** Data section follows **
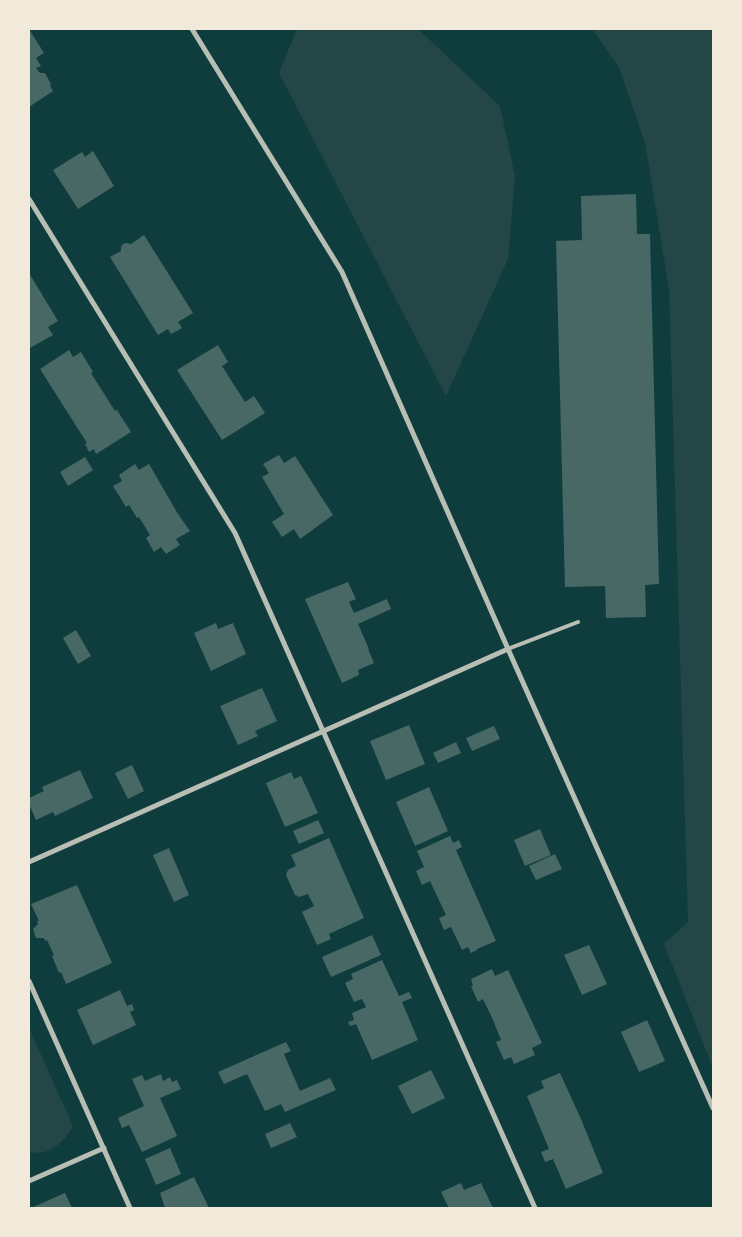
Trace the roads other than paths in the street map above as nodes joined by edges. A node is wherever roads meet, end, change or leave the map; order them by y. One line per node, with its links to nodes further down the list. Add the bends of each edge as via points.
1 (192, 29): 4 (street, via 342,272)
2 (29, 199): 5 (street, via 235,533)
3 (578, 622): 4 (lane)
4 (508, 649): 5 (street); 8 (street)
5 (323, 732): 6 (street); 12 (street)
6 (29, 862)
7 (29, 981): 9 (street)
8 (713, 1108)
9 (104, 1148): 10 (street); 11 (street)
10 (29, 1181)
11 (130, 1208)
12 (535, 1208)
** End of Data section **
Task prompt
Copy the records above exactly. The pictures are not part of the copy.

Finished exercise
Trace the roads other than paths in the street map above as nodes joined by edges. A node is wherever roads meet, end, change or leave the map; order them by y. One line per node, with its links to nodes further down the list. Add the bends of each edge as via points.
1 (192, 29): 4 (street, via 342,272)
2 (29, 199): 5 (street, via 235,533)
3 (578, 622): 4 (lane)
4 (508, 649): 5 (street); 8 (street)
5 (323, 732): 6 (street); 12 (street)
6 (29, 862)
7 (29, 981): 9 (street)
8 (713, 1108)
9 (104, 1148): 10 (street); 11 (street)
10 (29, 1181)
11 (130, 1208)
12 (535, 1208)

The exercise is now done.